§ **DATA RECORDS**
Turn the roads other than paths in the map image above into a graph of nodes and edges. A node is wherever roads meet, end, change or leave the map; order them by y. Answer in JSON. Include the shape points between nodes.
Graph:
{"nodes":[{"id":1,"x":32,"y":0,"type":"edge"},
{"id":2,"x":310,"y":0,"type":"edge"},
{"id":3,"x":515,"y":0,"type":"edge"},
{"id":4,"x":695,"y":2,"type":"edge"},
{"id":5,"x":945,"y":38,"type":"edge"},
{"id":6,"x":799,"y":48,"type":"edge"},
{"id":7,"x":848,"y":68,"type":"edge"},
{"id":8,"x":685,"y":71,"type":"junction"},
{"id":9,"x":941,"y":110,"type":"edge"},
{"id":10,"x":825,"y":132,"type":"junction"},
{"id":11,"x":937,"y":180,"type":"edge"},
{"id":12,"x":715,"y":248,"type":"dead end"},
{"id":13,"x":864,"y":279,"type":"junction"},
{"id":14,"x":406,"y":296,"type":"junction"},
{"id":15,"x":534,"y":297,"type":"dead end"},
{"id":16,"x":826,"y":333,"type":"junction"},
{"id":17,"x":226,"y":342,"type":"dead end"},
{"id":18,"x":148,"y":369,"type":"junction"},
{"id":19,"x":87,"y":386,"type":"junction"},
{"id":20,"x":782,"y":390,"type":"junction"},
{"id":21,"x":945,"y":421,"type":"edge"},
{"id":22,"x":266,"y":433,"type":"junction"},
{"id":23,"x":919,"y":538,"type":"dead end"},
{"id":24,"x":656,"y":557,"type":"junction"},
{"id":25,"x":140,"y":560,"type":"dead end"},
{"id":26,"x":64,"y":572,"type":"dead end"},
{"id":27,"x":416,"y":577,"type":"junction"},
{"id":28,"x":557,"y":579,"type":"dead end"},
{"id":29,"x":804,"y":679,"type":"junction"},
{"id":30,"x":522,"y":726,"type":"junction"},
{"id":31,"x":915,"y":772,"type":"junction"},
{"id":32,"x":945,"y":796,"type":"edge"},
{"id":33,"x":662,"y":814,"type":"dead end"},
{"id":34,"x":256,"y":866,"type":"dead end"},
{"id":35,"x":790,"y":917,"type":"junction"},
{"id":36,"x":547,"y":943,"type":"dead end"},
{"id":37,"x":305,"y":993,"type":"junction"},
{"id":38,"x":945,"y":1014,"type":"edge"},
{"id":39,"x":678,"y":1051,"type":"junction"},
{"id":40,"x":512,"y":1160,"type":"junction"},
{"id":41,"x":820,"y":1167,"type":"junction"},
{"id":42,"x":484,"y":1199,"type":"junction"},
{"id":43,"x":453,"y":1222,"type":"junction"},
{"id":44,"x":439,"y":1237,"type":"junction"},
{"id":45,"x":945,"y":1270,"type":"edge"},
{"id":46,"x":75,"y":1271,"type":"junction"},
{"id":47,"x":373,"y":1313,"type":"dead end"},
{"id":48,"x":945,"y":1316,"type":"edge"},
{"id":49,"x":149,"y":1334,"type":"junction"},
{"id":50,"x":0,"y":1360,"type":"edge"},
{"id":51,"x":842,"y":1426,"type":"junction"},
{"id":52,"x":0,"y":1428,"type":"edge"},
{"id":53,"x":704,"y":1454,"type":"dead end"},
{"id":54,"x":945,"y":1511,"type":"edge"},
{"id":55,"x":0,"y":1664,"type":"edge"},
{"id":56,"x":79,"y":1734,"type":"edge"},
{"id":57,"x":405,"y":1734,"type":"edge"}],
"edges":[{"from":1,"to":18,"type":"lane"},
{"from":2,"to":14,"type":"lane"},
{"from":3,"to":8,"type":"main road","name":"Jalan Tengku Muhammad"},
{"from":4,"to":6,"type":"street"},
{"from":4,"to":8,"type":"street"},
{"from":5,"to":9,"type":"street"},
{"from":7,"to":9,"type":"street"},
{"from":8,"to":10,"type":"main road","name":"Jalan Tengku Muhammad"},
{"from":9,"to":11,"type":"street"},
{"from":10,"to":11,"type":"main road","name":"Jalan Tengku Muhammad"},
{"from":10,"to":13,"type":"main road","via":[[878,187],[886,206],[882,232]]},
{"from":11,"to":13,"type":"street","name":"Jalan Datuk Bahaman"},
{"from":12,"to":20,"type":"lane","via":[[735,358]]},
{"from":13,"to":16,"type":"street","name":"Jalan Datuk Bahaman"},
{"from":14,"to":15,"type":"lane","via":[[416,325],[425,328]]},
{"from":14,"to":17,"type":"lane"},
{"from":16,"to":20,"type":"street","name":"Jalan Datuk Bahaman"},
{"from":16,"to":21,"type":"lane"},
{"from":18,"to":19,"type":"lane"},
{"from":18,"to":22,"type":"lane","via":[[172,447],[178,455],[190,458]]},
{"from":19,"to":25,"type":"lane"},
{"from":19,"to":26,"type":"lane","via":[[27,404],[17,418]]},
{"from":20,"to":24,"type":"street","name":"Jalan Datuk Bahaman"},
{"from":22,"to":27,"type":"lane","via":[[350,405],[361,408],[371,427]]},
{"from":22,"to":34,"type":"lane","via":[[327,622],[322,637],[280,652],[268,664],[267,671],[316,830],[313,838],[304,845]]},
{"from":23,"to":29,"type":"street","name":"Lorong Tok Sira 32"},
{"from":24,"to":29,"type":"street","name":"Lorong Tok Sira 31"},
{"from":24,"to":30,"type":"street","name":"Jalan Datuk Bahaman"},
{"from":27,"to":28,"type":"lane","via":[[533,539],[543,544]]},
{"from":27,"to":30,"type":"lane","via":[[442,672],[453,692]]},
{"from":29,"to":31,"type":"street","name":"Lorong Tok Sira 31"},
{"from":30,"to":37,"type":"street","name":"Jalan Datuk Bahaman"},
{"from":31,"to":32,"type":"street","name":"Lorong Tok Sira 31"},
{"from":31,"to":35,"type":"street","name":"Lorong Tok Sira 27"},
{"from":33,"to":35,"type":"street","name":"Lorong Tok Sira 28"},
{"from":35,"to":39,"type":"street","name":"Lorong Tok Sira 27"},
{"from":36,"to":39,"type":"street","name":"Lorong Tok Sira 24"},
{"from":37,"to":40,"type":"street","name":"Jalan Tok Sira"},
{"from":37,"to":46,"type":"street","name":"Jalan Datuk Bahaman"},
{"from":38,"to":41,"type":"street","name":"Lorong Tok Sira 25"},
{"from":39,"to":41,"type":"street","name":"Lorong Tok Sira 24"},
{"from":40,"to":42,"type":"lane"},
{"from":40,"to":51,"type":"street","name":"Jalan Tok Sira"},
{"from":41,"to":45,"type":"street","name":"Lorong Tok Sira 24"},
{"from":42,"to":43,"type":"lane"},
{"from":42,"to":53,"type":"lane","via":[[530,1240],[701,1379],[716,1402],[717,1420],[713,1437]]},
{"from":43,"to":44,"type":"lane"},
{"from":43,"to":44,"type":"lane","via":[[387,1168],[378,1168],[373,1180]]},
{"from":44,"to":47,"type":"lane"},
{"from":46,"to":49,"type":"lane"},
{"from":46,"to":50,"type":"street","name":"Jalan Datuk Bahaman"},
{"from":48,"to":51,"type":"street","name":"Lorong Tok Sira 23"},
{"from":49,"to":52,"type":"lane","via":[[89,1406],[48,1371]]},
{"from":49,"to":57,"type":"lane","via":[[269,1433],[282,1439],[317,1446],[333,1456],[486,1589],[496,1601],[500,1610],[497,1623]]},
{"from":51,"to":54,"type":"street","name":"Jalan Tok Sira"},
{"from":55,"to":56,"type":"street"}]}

§ **TASK REQUIREMENTS**
Each line of the listing should be printed again, exactly.

§ **OUTPUT**
Turn the roads other than paths in the map image above into a graph of nodes and edges. A node is wherever roads meet, end, change or leave the map; order them by y. Answer in JSON. Include the shape points between nodes.
Graph:
{"nodes":[{"id":1,"x":32,"y":0,"type":"edge"},
{"id":2,"x":310,"y":0,"type":"edge"},
{"id":3,"x":515,"y":0,"type":"edge"},
{"id":4,"x":695,"y":2,"type":"edge"},
{"id":5,"x":945,"y":38,"type":"edge"},
{"id":6,"x":799,"y":48,"type":"edge"},
{"id":7,"x":848,"y":68,"type":"edge"},
{"id":8,"x":685,"y":71,"type":"junction"},
{"id":9,"x":941,"y":110,"type":"edge"},
{"id":10,"x":825,"y":132,"type":"junction"},
{"id":11,"x":937,"y":180,"type":"edge"},
{"id":12,"x":715,"y":248,"type":"dead end"},
{"id":13,"x":864,"y":279,"type":"junction"},
{"id":14,"x":406,"y":296,"type":"junction"},
{"id":15,"x":534,"y":297,"type":"dead end"},
{"id":16,"x":826,"y":333,"type":"junction"},
{"id":17,"x":226,"y":342,"type":"dead end"},
{"id":18,"x":148,"y":369,"type":"junction"},
{"id":19,"x":87,"y":386,"type":"junction"},
{"id":20,"x":782,"y":390,"type":"junction"},
{"id":21,"x":945,"y":421,"type":"edge"},
{"id":22,"x":266,"y":433,"type":"junction"},
{"id":23,"x":919,"y":538,"type":"dead end"},
{"id":24,"x":656,"y":557,"type":"junction"},
{"id":25,"x":140,"y":560,"type":"dead end"},
{"id":26,"x":64,"y":572,"type":"dead end"},
{"id":27,"x":416,"y":577,"type":"junction"},
{"id":28,"x":557,"y":579,"type":"dead end"},
{"id":29,"x":804,"y":679,"type":"junction"},
{"id":30,"x":522,"y":726,"type":"junction"},
{"id":31,"x":915,"y":772,"type":"junction"},
{"id":32,"x":945,"y":796,"type":"edge"},
{"id":33,"x":662,"y":814,"type":"dead end"},
{"id":34,"x":256,"y":866,"type":"dead end"},
{"id":35,"x":790,"y":917,"type":"junction"},
{"id":36,"x":547,"y":943,"type":"dead end"},
{"id":37,"x":305,"y":993,"type":"junction"},
{"id":38,"x":945,"y":1014,"type":"edge"},
{"id":39,"x":678,"y":1051,"type":"junction"},
{"id":40,"x":512,"y":1160,"type":"junction"},
{"id":41,"x":820,"y":1167,"type":"junction"},
{"id":42,"x":484,"y":1199,"type":"junction"},
{"id":43,"x":453,"y":1222,"type":"junction"},
{"id":44,"x":439,"y":1237,"type":"junction"},
{"id":45,"x":945,"y":1270,"type":"edge"},
{"id":46,"x":75,"y":1271,"type":"junction"},
{"id":47,"x":373,"y":1313,"type":"dead end"},
{"id":48,"x":945,"y":1316,"type":"edge"},
{"id":49,"x":149,"y":1334,"type":"junction"},
{"id":50,"x":0,"y":1360,"type":"edge"},
{"id":51,"x":842,"y":1426,"type":"junction"},
{"id":52,"x":0,"y":1428,"type":"edge"},
{"id":53,"x":704,"y":1454,"type":"dead end"},
{"id":54,"x":945,"y":1511,"type":"edge"},
{"id":55,"x":0,"y":1664,"type":"edge"},
{"id":56,"x":79,"y":1734,"type":"edge"},
{"id":57,"x":405,"y":1734,"type":"edge"}],
"edges":[{"from":1,"to":18,"type":"lane"},
{"from":2,"to":14,"type":"lane"},
{"from":3,"to":8,"type":"main road","name":"Jalan Tengku Muhammad"},
{"from":4,"to":6,"type":"street"},
{"from":4,"to":8,"type":"street"},
{"from":5,"to":9,"type":"street"},
{"from":7,"to":9,"type":"street"},
{"from":8,"to":10,"type":"main road","name":"Jalan Tengku Muhammad"},
{"from":9,"to":11,"type":"street"},
{"from":10,"to":11,"type":"main road","name":"Jalan Tengku Muhammad"},
{"from":10,"to":13,"type":"main road","via":[[878,187],[886,206],[882,232]]},
{"from":11,"to":13,"type":"street","name":"Jalan Datuk Bahaman"},
{"from":12,"to":20,"type":"lane","via":[[735,358]]},
{"from":13,"to":16,"type":"street","name":"Jalan Datuk Bahaman"},
{"from":14,"to":15,"type":"lane","via":[[416,325],[425,328]]},
{"from":14,"to":17,"type":"lane"},
{"from":16,"to":20,"type":"street","name":"Jalan Datuk Bahaman"},
{"from":16,"to":21,"type":"lane"},
{"from":18,"to":19,"type":"lane"},
{"from":18,"to":22,"type":"lane","via":[[172,447],[178,455],[190,458]]},
{"from":19,"to":25,"type":"lane"},
{"from":19,"to":26,"type":"lane","via":[[27,404],[17,418]]},
{"from":20,"to":24,"type":"street","name":"Jalan Datuk Bahaman"},
{"from":22,"to":27,"type":"lane","via":[[350,405],[361,408],[371,427]]},
{"from":22,"to":34,"type":"lane","via":[[327,622],[322,637],[280,652],[268,664],[267,671],[316,830],[313,838],[304,845]]},
{"from":23,"to":29,"type":"street","name":"Lorong Tok Sira 32"},
{"from":24,"to":29,"type":"street","name":"Lorong Tok Sira 31"},
{"from":24,"to":30,"type":"street","name":"Jalan Datuk Bahaman"},
{"from":27,"to":28,"type":"lane","via":[[533,539],[543,544]]},
{"from":27,"to":30,"type":"lane","via":[[442,672],[453,692]]},
{"from":29,"to":31,"type":"street","name":"Lorong Tok Sira 31"},
{"from":30,"to":37,"type":"street","name":"Jalan Datuk Bahaman"},
{"from":31,"to":32,"type":"street","name":"Lorong Tok Sira 31"},
{"from":31,"to":35,"type":"street","name":"Lorong Tok Sira 27"},
{"from":33,"to":35,"type":"street","name":"Lorong Tok Sira 28"},
{"from":35,"to":39,"type":"street","name":"Lorong Tok Sira 27"},
{"from":36,"to":39,"type":"street","name":"Lorong Tok Sira 24"},
{"from":37,"to":40,"type":"street","name":"Jalan Tok Sira"},
{"from":37,"to":46,"type":"street","name":"Jalan Datuk Bahaman"},
{"from":38,"to":41,"type":"street","name":"Lorong Tok Sira 25"},
{"from":39,"to":41,"type":"street","name":"Lorong Tok Sira 24"},
{"from":40,"to":42,"type":"lane"},
{"from":40,"to":51,"type":"street","name":"Jalan Tok Sira"},
{"from":41,"to":45,"type":"street","name":"Lorong Tok Sira 24"},
{"from":42,"to":43,"type":"lane"},
{"from":42,"to":53,"type":"lane","via":[[530,1240],[701,1379],[716,1402],[717,1420],[713,1437]]},
{"from":43,"to":44,"type":"lane"},
{"from":43,"to":44,"type":"lane","via":[[387,1168],[378,1168],[373,1180]]},
{"from":44,"to":47,"type":"lane"},
{"from":46,"to":49,"type":"lane"},
{"from":46,"to":50,"type":"street","name":"Jalan Datuk Bahaman"},
{"from":48,"to":51,"type":"street","name":"Lorong Tok Sira 23"},
{"from":49,"to":52,"type":"lane","via":[[89,1406],[48,1371]]},
{"from":49,"to":57,"type":"lane","via":[[269,1433],[282,1439],[317,1446],[333,1456],[486,1589],[496,1601],[500,1610],[497,1623]]},
{"from":51,"to":54,"type":"street","name":"Jalan Tok Sira"},
{"from":55,"to":56,"type":"street"}]}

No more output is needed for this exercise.